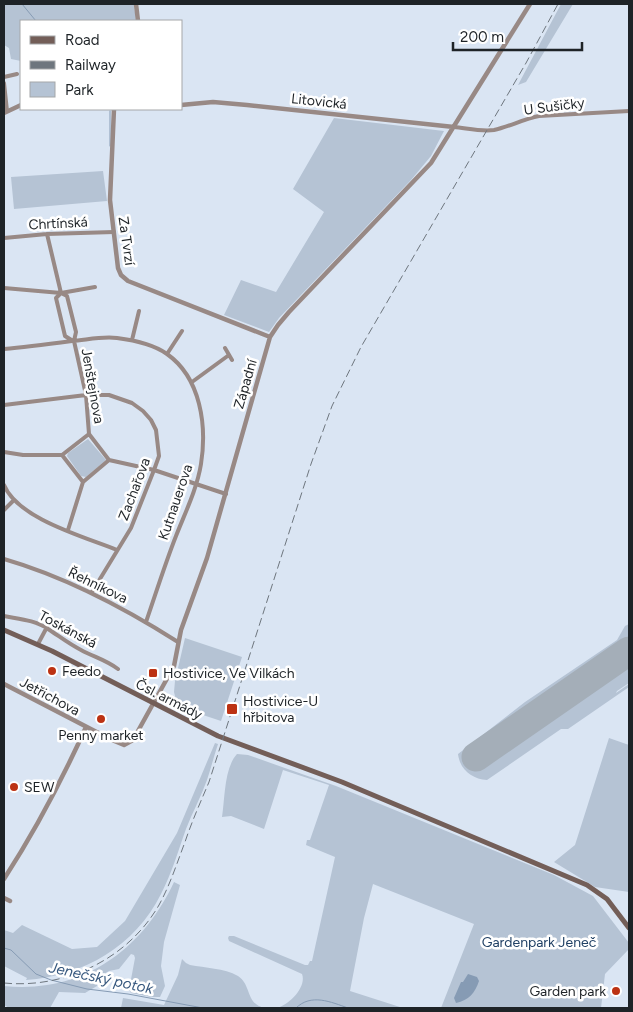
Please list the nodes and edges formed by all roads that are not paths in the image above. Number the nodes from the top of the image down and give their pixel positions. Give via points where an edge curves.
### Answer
1 (136, 4) edge
2 (530, 4) edge
3 (138, 20) edge
4 (17, 74) dead end
5 (4, 77) edge
6 (4, 83) edge
7 (20, 105) edge
8 (182, 105) edge
9 (5, 110) edge
10 (114, 110) edge
11 (629, 111) edge
12 (454, 127) junction
13 (114, 232) junction
14 (47, 234) junction
15 (4, 238) edge
16 (95, 287) dead end
17 (4, 288) edge
18 (60, 293) junction
19 (139, 311) dead end
20 (182, 331) dead end
21 (270, 337) junction
22 (132, 340) junction
23 (74, 341) junction
24 (225, 348) dead end
25 (4, 349) edge
26 (167, 354) junction
27 (229, 355) junction
28 (232, 360) dead end
29 (192, 382) junction
30 (86, 395) junction
31 (4, 405) edge
32 (89, 434) junction
33 (4, 452) edge
34 (62, 455) junction
35 (109, 460) junction
36 (154, 470) junction
37 (83, 482) junction
38 (195, 484) junction
39 (4, 485) edge
40 (226, 494) junction
41 (14, 500) junction
42 (4, 510) edge
43 (68, 530) junction
44 (117, 550) junction
45 (4, 558) edge
46 (92, 592) junction
47 (4, 616) edge
48 (146, 622) junction
49 (47, 628) junction
50 (4, 630) edge
51 (178, 642) junction
52 (38, 644) junction
53 (118, 669) dead end
54 (4, 684) edge
55 (153, 702) junction
56 (86, 727) junction
57 (4, 879) edge
58 (4, 898) edge
59 (10, 901) dead end
60 (629, 928) edge

1 - 3 street
2 - 12 street, Západní
4 - 5 street
6 - 9 street
7 - 9 street
8 - 12 street, Litovická via 213,102
10 - 13 street, Za Tvrzí via 110,200
11 - 12 street, U Sušičky via 539,116 486,131
12 - 21 street, Západní via 431,163 289,312
13 - 14 street, Chrtínská
13 - 21 street, Za Tvrzí via 118,268 128,280
14 - 15 street, Chrtínská
14 - 18 street, Jenštejnova
16 - 18 street
17 - 18 street
18 - 23 street, Jenštejnova via 67,296 76,332
18 - 23 street, Jenštejnova via 56,298 65,336
19 - 22 street
20 - 26 street
21 - 40 street, Západní
22 - 23 street, Kutnauerova
22 - 26 street, Kutnauerova
23 - 25 street, Kutnauerova
23 - 30 street, Jenštejnova
24 - 27 street
26 - 29 street, Kutnauerova
27 - 28 street
27 - 29 street
29 - 38 street, Kutnauerova via 201,412 203,438 201,465
30 - 31 street, Zachařova
30 - 32 street, Jenštejnova
30 - 36 street, Zachařova via 116,396 143,411 156,430 159,456
32 - 34 street
32 - 35 street
33 - 34 street
34 - 37 street
35 - 36 street
35 - 37 street
36 - 38 street
36 - 44 street, Zachařova via 131,528
37 - 43 street
38 - 40 street
38 - 48 street, Kutnauerova
39 - 41 street
40 - 51 street, Západní
41 - 42 street
41 - 43 street via 30,513
43 - 44 street
44 - 46 street, Zachařova
45 - 46 street, Řehníkova
46 - 48 street, Řehníkova
47 - 49 street, Toskánská
48 - 51 street, Řehníkova
49 - 52 street
49 - 53 street, Toskánská via 69,644
50 - 52 main road, Čsl. armády
51 - 55 street, Západní via 174,666
52 - 55 main road, Čsl. armády
54 - 56 street, Jetřichova
55 - 56 street, Jetřichova via 133,740 124,745
55 - 60 main road, Čsl. armády via 221,737 328,777 588,885 607,899
56 - 57 street via 61,780
58 - 59 street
====
* _TASK TO COMPLETE_
If a line in the records above holds the string "Tvrzí", copy it.

* _EXERCISE SOLUTION_
10 - 13 street, Za Tvrzí via 110,200
13 - 21 street, Za Tvrzí via 118,268 128,280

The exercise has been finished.